You can use Edit->Functions->Remove function tail to remove the block from whichever function is claiming it as a tail, and Append function tail to add it to the other one. However, this might be a waste of time. Given that the program is obfuscated, it might well be the case that IDA's ordinary analysis techniques and data abstractions for functions aren't very useful -- this is commonly the case for obfuscated code. Do you have a specific reason for wanting the function boundaries to be correct? Is it interfering with something else you're trying to do?

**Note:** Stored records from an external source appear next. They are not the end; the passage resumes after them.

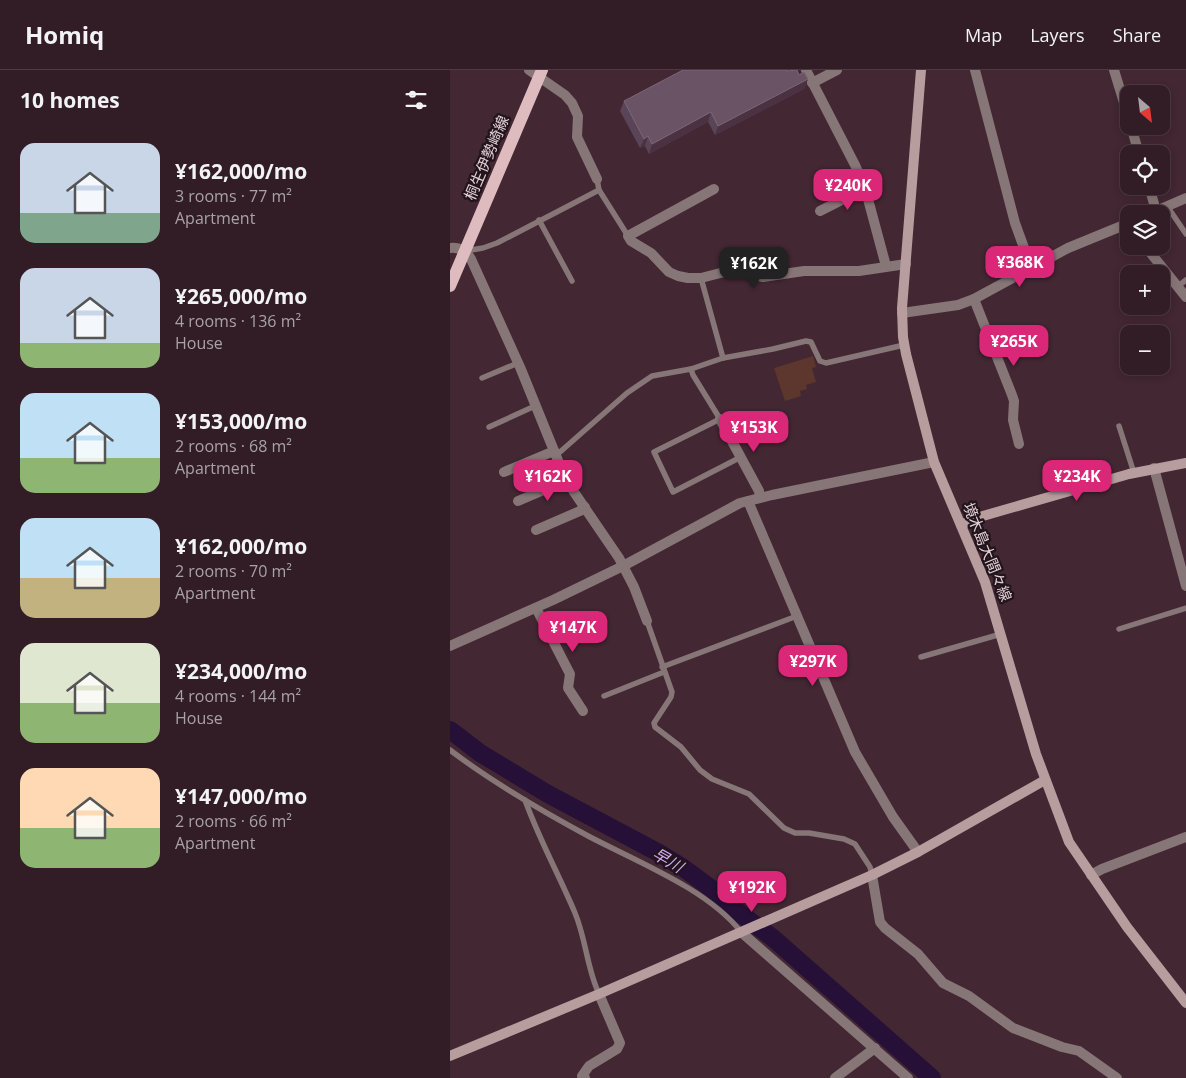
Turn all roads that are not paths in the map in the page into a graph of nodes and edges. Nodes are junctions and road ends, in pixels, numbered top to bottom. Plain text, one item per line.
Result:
1 (806, 70) edge
2 (837, 70) edge
3 (921, 70) edge
4 (975, 70) edge
5 (1114, 70) edge
6 (537, 72) edge
7 (812, 83) junction
8 (1120, 90) edge
9 (598, 184) junction
10 (865, 188) junction
11 (714, 189) dead end
12 (1186, 198) edge
13 (1169, 205) edge
14 (1170, 210) edge
15 (820, 212) dead end
16 (539, 220) junction
17 (1120, 227) edge
18 (1186, 234) edge
19 (628, 236) junction
20 (450, 248) edge
21 (465, 251) junction
22 (1154, 255) edge
23 (906, 264) junction
24 (886, 266) junction
25 (1031, 267) junction
26 (702, 278) junction
27 (572, 281) dead end
28 (1182, 284) edge
29 (450, 286) edge
30 (1186, 297) edge
31 (974, 300) junction
32 (902, 313) junction
33 (904, 345) junction
34 (723, 358) junction
35 (518, 363) junction
36 (691, 369) junction
37 (482, 378) dead end
38 (535, 406) junction
39 (720, 419) junction
40 (1119, 426) dead end
41 (489, 427) dead end
42 (1019, 444) dead end
43 (554, 453) junction
44 (742, 457) junction
45 (934, 462) junction
46 (1186, 462) edge
47 (1154, 468) junction
48 (504, 472) dead end
49 (1134, 473) junction
50 (566, 480) junction
51 (760, 497) junction
52 (518, 501) dead end
53 (748, 502) junction
54 (585, 507) junction
55 (961, 525) junction
56 (536, 530) dead end
57 (1182, 559) edge
58 (623, 566) junction
59 (1186, 586) edge
60 (536, 608) junction
61 (1186, 608) edge
62 (797, 616) junction
63 (647, 622) joint
64 (1119, 629) dead end
65 (1001, 634) junction
66 (450, 646) edge
67 (921, 657) dead end
68 (663, 670) junction
69 (604, 696) dead end
70 (583, 711) dead end
71 (450, 750) edge
72 (1045, 780) junction
73 (525, 800) junction
74 (1186, 837) edge
75 (918, 852) junction
76 (872, 875) junction
77 (1091, 875) junction
78 (743, 931) junction
79 (599, 994) junction
80 (1186, 1003) edge
81 (874, 1048) junction
82 (450, 1056) edge
83 (585, 1078) edge
84 (834, 1078) edge
85 (908, 1078) edge
86 (1116, 1078) edge

1 - 7 street
2 - 7 street
3 - 23 main road, 境木島大間々線
4 - 25 street
5 - 8 street
6 - 9 street
6 - 21 main road, 桐生伊勢崎線
7 - 10 street
9 - 16 lane
9 - 19 lane
10 - 15 street
10 - 24 street
11 - 19 street
12 - 13 street
14 - 18 lane
16 - 21 lane
16 - 27 lane
17 - 25 street
19 - 26 street
20 - 21 street
21 - 29 main road, 桐生伊勢崎線
21 - 35 street
22 - 28 street
23 - 24 street
23 - 32 main road, 境木島大間々線
24 - 26 street
25 - 31 street
26 - 34 lane
28 - 30 street
31 - 32 street
31 - 42 street
32 - 33 main road, 境木島大間々線
33 - 34 lane
33 - 45 main road, 境木島大間々線
34 - 36 lane
35 - 37 lane
35 - 38 street
36 - 39 lane
36 - 43 lane
38 - 41 lane
38 - 43 street
39 - 44 street
39 - 44 lane
40 - 49 lane
43 - 48 street
43 - 50 street
44 - 51 street
45 - 51 street
45 - 55 main road, 境木島大間々線
46 - 47 main road
47 - 49 main road
47 - 57 street
49 - 55 main road
50 - 52 street
50 - 54 street
51 - 53 street
53 - 58 street
53 - 62 street
54 - 56 street
54 - 58 street
55 - 65 main road, 境木島大間々線
57 - 59 street
58 - 60 street
58 - 63 street
60 - 66 street
60 - 70 street
61 - 64 lane
62 - 68 lane
62 - 75 street
63 - 68 lane
65 - 67 lane
65 - 72 main road, 境木島大間々線
68 - 69 lane
68 - 76 lane
71 - 73 lane
72 - 75 main road
72 - 77 main road, 境木島大間々線
73 - 78 lane
73 - 79 lane
74 - 77 street
75 - 76 main road
76 - 78 main road
76 - 86 street
77 - 80 main road, 境木島大間々線
78 - 79 main road
78 - 81 street
79 - 82 main road
79 - 83 street
81 - 84 street
81 - 85 street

  • I am interested in viewing the pseudocode, which cannot work without successful sp-analysis (which requires IDA to "see" the entire function properly). Is there a better solution?
    – P. Private
    Feb 26, 2021 at 7:59
  • Depending on the degree of obfuscation, decompilation might be a lost cause (e.g. if the obfuscation involves indirect branches to addresses that are computed at runtime, or certain forms of obfuscation involving the stack pointer). But, I can't say without looking at the program. Give what I said a try; it might fix your problem, or at least get you closer to a solution. (For one example, you might have to manually fix the stack pointer.) Feb 26, 2021 at 8:05
  • Yes, of course, I was just performing a little bit of recon to see what to expect later. BTW should the start address and end address in IDA be ignored once you start manually changing the function tail?
    – P. Private
    Feb 26, 2021 at 8:24
  • I have some code that will follow a function come hell or high water, until it has resolved (using an optional library of de-obfu patterns) and forcefully followed the code (removing false functions, chunks, and such like) as it goes -- ultimately relocating in a contiguous chunk at another (new) address -- provided it is satisfied that the stack pointer will be balanced (or if forced). Unfortunately it's thousands (and thousands) of lines of terribly written python code and uses 3 disassembler and assemblers. It's targeted at Arxan obfuscation, so I'm hesitant to release it even as is. Mar 1, 2021 at 10:51
  • 1
    Sounds cool. In my case I was able to use instruction-level tracing to link all the function chunks together.